Quiero que mis hijos hereden un Ecuador en que lo que va encima de la tierra es más valorado que lo que hay abajo. Lo que más me gustó del Yasuní fue la idea de que podríamos generar otro rumbo hacia el desarrollo, sin dejarnos ser vencidos por los poderes magnéticos de la ruta de extracción.

No obstante, decir que el proyecto fue un fracaso es olvidar por qué el Yasuní es tan valorado por los ecuatorianos.

Fue justamente el esfuerzo del gobierno actual de despertar conciencia en el valor de esa área que ahora más que 90% de los ecuatorianos apoyan la idea de dejar al petróleo ahí. Dudo que habría resistencia contra su explotación, fuera de círculos de ecologistas, si el gobierno no nos hubiera hecho la propuesta original.

Fallos de Diseño

Aunque es fácil criticar al gobierno por el fallo reconocido de su propio programa después del hecho, sigo creyendo que el Yasuní-ITT es una idea genial pero mal implementada.

La meta de 3.5 mil millones de dólares fue completamente arbitraria; los plazos de diez años tampoco fueron suficientes; la decisión de cancelar el fideicomiso original fue un error.

Por un lado la base de la propuesta era que el Yasuní-ITT es patrimonio mundial, y todo el mundo debería compensarnos para preservarlo. Por otro lado el gobierno se negó de apoyar el fideicomiso original, argumentando que iba en contra de la soberanía nacional, lo cual asustó a muchos donantes potenciales. Si el deber es de todos, la gestión de los recursos donados también tenía que ser internacional.

Había contradicciones en la comunicación de la idea también. El mensaje que salvar el Yasuní iba a limitar el carbón en la atmosfera no era cierto porque el carbón es producto de demanda y no la oferta, al menos que la oferta sea muy escasa.

En adición, cuando explique la idea del Yasuní-ITT en foros internacionales, algunos resistieron la idea de pagar a un país para ‘no hacer nada,’ o otros lo llamaron chantaje ambiental. “apuntan la pistola en la cabeza del bosque,” me dijeron, “y nos dicen que van a disparar si no les pagamos.”

Pedir plata de gobiernos soberanos durante una crisis económica mundial fue mala estrategia, aunque reconozco que el Yasuní-ITT nació en 2007 y la crisis en 2008.

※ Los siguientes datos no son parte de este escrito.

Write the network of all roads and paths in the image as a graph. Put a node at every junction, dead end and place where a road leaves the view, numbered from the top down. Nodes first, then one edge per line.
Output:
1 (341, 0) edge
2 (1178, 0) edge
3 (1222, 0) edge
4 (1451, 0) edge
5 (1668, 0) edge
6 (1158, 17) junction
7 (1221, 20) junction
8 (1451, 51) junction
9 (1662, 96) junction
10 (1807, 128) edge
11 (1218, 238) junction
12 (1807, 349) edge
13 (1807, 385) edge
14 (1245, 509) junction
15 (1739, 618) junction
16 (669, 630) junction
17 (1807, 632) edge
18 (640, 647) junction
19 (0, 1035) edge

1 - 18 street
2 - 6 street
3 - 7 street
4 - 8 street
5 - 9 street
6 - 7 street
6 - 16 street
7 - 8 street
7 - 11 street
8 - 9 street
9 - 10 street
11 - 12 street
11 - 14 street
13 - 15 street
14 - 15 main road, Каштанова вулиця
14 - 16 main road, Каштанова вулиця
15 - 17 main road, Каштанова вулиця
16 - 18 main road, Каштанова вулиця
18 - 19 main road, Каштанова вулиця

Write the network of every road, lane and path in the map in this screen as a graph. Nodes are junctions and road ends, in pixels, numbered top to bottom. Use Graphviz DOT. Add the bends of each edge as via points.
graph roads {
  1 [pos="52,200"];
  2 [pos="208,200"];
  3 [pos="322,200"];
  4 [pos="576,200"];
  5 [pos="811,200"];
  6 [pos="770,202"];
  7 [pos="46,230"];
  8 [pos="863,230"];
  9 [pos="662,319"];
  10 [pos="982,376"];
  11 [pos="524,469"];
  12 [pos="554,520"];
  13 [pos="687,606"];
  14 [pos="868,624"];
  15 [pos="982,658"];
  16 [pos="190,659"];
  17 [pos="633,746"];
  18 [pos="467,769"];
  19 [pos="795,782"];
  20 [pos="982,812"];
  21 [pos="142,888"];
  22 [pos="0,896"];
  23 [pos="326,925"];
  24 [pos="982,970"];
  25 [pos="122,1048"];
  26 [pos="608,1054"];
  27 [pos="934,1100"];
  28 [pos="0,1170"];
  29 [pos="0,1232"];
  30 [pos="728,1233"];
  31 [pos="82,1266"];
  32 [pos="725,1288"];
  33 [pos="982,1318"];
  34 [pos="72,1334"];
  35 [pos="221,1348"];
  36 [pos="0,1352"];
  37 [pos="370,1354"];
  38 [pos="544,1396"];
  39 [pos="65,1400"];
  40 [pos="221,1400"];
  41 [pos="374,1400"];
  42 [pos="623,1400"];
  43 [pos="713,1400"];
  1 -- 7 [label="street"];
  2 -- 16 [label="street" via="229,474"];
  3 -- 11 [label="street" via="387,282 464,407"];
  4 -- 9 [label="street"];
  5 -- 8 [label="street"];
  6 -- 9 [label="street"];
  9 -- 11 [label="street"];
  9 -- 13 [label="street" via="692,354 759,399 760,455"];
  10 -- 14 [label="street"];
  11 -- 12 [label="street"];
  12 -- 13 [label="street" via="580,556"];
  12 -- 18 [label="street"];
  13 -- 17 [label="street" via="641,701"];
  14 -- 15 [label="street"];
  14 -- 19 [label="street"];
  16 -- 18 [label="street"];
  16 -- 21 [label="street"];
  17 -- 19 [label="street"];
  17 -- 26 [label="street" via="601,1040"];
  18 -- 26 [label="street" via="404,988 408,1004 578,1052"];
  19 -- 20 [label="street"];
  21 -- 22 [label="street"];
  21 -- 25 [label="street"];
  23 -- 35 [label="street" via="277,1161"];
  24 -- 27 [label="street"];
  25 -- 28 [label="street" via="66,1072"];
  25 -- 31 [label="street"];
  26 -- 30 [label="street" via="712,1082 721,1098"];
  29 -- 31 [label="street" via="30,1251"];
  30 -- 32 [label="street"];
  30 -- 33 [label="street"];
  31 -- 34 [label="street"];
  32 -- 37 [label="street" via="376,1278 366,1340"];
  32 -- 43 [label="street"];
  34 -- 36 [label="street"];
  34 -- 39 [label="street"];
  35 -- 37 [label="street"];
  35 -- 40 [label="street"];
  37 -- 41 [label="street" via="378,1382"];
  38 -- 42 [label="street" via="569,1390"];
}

No obstante, mi preferencia hubiera sido crear un mercado secundario para el petróleo para que el dinero donado vaya a algo más tangible.

Es decir que la propuesta pudo haberse presentado como una oportunidad para el gobierno vender el petróleo a personas, organizaciones o gobiernos que prefieren mantenerlo bajo la tierra.

Pudiéramos haber creado una serie de vouchers que podrían ser intercambiados por servicios y bienes en Ecuador, permitiendo que negocios privados donan servicios a cambio de bonos utilizados contra las obligaciones tributarias.

Aunque no tengo todas las respuestas, creo que con un poco de creatividad pudiéramos haber hecho mucho más.

Sin embargo, no logramos diferenciar entre la existencia de una buena idea y la implementación de una idea.

Si una idea fuera suficiente para tener éxito todos seríamos emprendedores millonarios, pero la verdad es que el verdadero emprendedor consigue éxito a través de su capacidad de expresar creatividad en el proceso de ejecutar.

Culpar al mundo por no haber aportando el proyecto es negar los fallos de diseño que nosotros mismos creamos. Es simplemente un argumento insincero y taimado.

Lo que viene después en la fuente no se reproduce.